LISTED RECORDS:
□ □ □ □ □

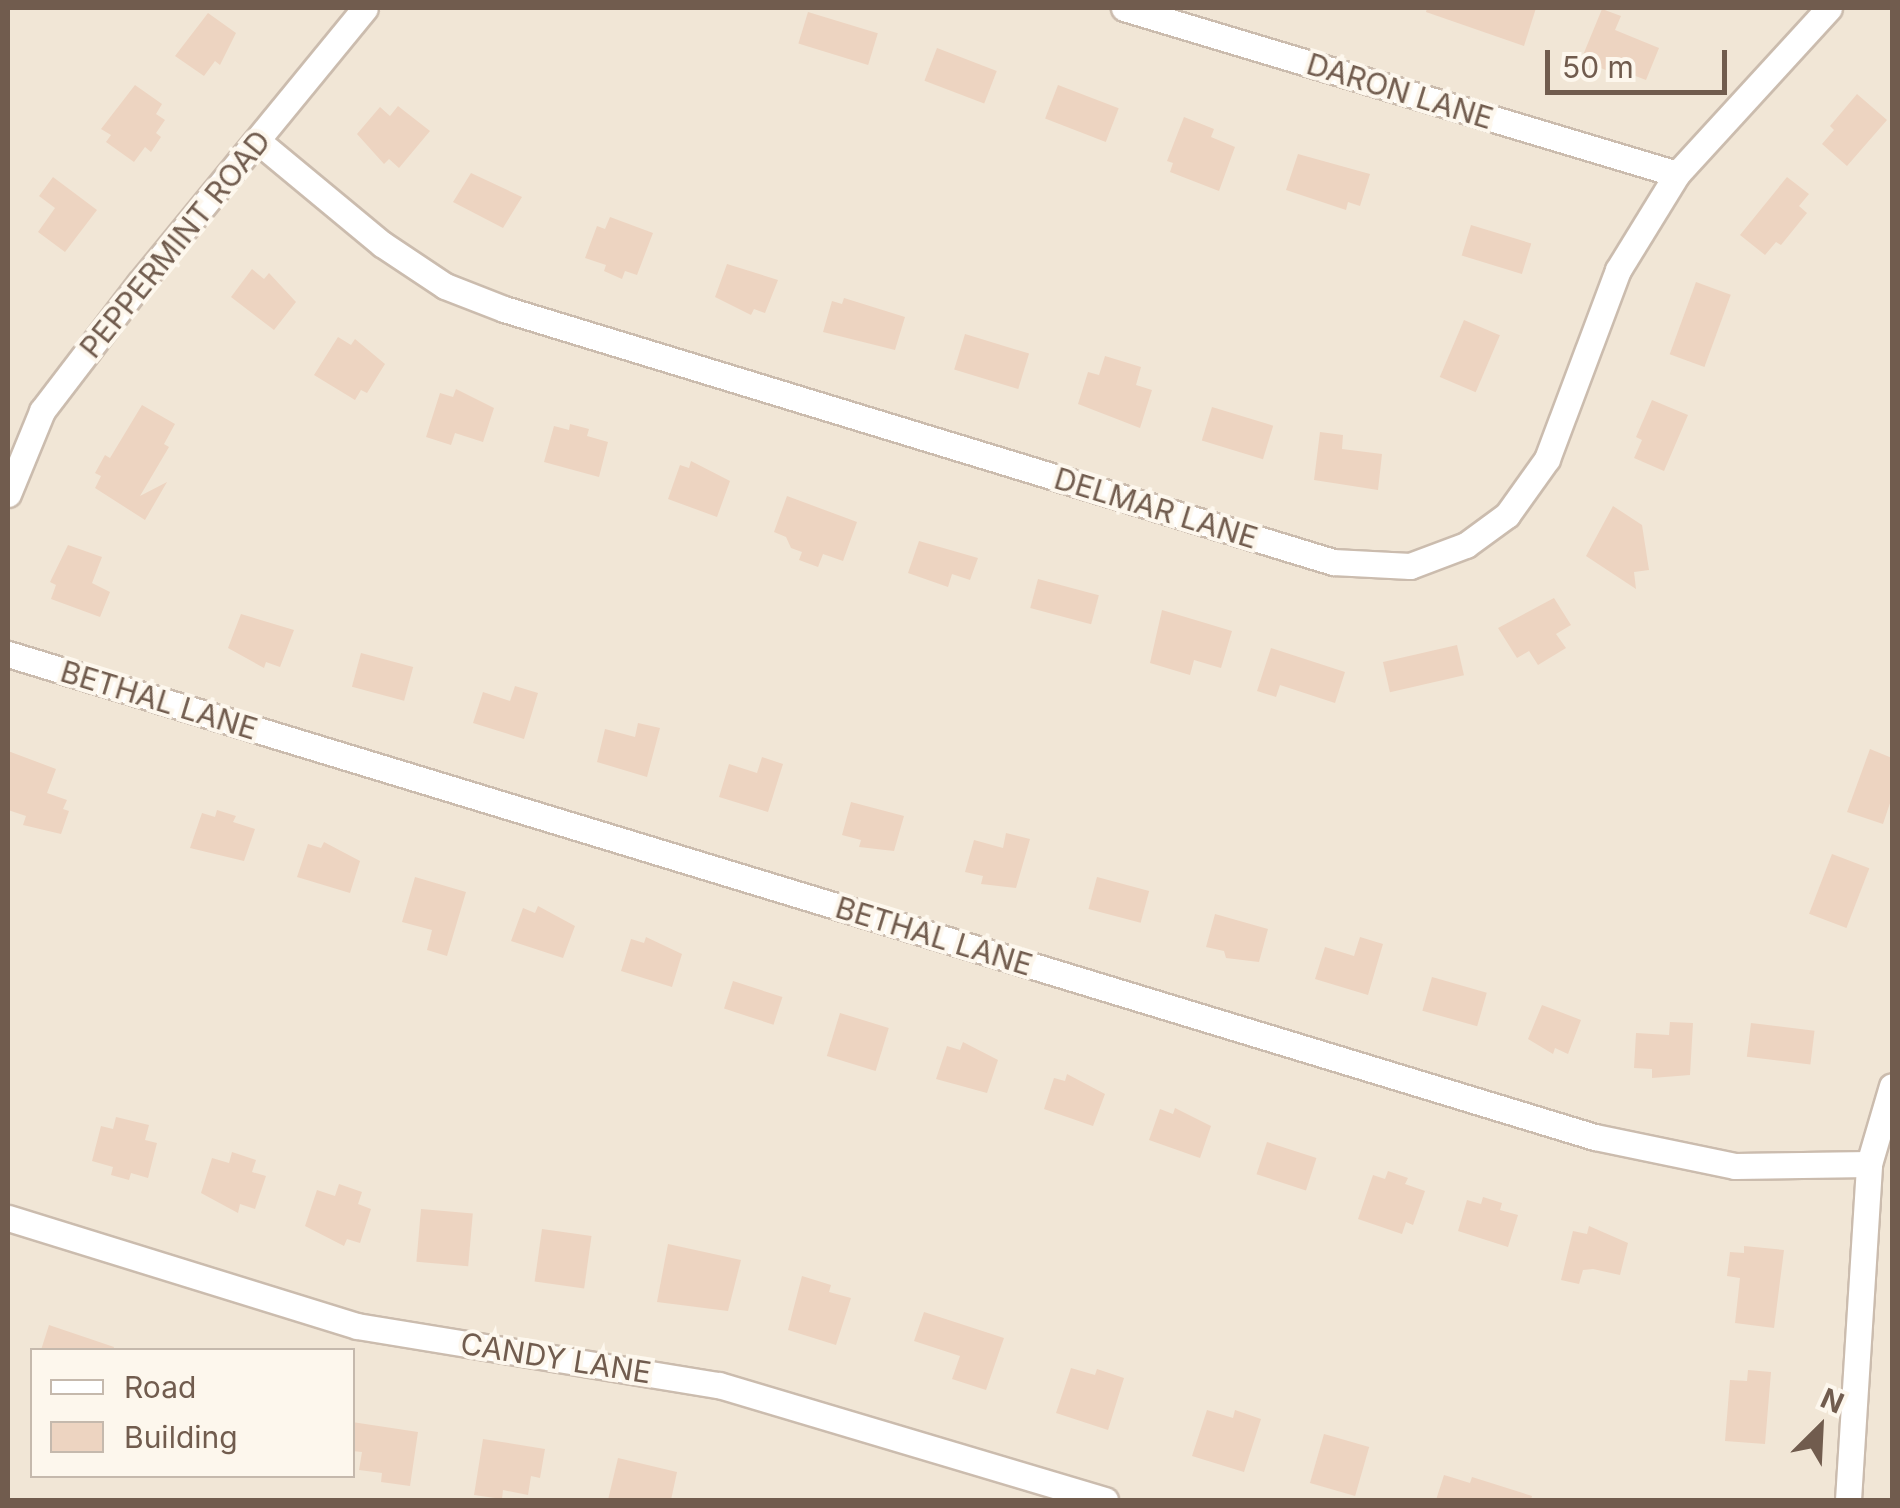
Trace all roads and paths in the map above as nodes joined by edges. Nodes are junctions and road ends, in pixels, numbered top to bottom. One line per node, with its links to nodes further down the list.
1 (364, 8): 4 (street, PEPPERMINT ROAD)
2 (1124, 8): 5 (street, DARON LANE)
3 (1828, 8): 5 (street, DELMAR LANE)
4 (259, 142): 5 (street, DELMAR LANE); 6 (street, PEPPERMINT ROAD)
5 (1677, 174)
6 (8, 494)
7 (8, 654): 9 (street, BETHAL LANE)
8 (1892, 1086): 9 (street)
9 (1869, 1164): 12 (street)
10 (8, 1218): 11 (street, CANDY LANE)
11 (1104, 1500)
12 (1848, 1500)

□ □ □ □ □

WORK TO BE COMPLETED:
Each record above needs to be transcribed word for word, with its pictures omitted.

RESPONSE TO THIS EXERCISE:
Trace all roads and paths in the map above as nodes joined by edges. Nodes are junctions and road ends, in pixels, numbered top to bottom. One line per node, with its links to nodes further down the list.
1 (364, 8): 4 (street, PEPPERMINT ROAD)
2 (1124, 8): 5 (street, DARON LANE)
3 (1828, 8): 5 (street, DELMAR LANE)
4 (259, 142): 5 (street, DELMAR LANE); 6 (street, PEPPERMINT ROAD)
5 (1677, 174)
6 (8, 494)
7 (8, 654): 9 (street, BETHAL LANE)
8 (1892, 1086): 9 (street)
9 (1869, 1164): 12 (street)
10 (8, 1218): 11 (street, CANDY LANE)
11 (1104, 1500)
12 (1848, 1500)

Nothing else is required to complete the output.